The number of lines below holding the string "edges" is the only answer wanted.

┌─ MATERIAL SUPPLIED

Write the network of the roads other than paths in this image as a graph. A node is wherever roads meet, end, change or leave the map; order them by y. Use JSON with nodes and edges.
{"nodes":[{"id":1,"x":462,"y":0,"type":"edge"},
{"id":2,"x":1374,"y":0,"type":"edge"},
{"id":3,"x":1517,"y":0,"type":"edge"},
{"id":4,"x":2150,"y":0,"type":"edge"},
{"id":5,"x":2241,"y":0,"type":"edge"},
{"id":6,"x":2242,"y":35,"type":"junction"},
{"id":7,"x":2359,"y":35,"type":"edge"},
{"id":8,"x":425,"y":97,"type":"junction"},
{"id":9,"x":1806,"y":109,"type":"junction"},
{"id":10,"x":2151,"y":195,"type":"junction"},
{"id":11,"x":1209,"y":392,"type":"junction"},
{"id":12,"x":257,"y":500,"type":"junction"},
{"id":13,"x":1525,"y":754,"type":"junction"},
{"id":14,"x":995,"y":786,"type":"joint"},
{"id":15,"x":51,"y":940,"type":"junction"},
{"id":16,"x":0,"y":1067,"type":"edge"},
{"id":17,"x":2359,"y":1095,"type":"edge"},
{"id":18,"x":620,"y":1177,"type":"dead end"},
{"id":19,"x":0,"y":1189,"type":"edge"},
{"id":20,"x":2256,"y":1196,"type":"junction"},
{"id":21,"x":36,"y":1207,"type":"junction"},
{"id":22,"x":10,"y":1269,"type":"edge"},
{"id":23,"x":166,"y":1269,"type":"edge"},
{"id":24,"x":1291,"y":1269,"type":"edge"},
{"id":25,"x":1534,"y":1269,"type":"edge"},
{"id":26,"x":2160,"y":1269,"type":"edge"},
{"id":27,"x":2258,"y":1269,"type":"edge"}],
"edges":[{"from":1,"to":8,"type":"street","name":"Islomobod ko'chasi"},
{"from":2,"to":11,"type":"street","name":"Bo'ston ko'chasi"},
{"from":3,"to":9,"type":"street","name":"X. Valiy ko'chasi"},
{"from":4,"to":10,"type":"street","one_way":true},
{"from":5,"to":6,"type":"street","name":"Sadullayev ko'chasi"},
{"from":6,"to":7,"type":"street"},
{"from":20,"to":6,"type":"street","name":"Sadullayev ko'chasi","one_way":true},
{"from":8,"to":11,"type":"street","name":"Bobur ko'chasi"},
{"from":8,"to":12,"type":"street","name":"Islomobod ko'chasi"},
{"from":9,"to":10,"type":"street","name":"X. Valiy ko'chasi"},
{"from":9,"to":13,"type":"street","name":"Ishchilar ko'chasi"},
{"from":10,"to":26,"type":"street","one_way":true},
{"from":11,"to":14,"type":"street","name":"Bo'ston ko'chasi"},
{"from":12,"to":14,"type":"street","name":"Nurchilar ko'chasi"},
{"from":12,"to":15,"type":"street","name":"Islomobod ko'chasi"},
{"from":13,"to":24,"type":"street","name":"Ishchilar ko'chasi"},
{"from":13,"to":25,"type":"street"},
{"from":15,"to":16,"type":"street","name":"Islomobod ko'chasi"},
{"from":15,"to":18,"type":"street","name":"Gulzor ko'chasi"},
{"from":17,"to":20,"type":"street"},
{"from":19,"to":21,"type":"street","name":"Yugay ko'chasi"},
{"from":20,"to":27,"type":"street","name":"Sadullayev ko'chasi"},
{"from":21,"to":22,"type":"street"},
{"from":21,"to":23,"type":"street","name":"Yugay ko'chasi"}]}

└─

TASK RESULT - 2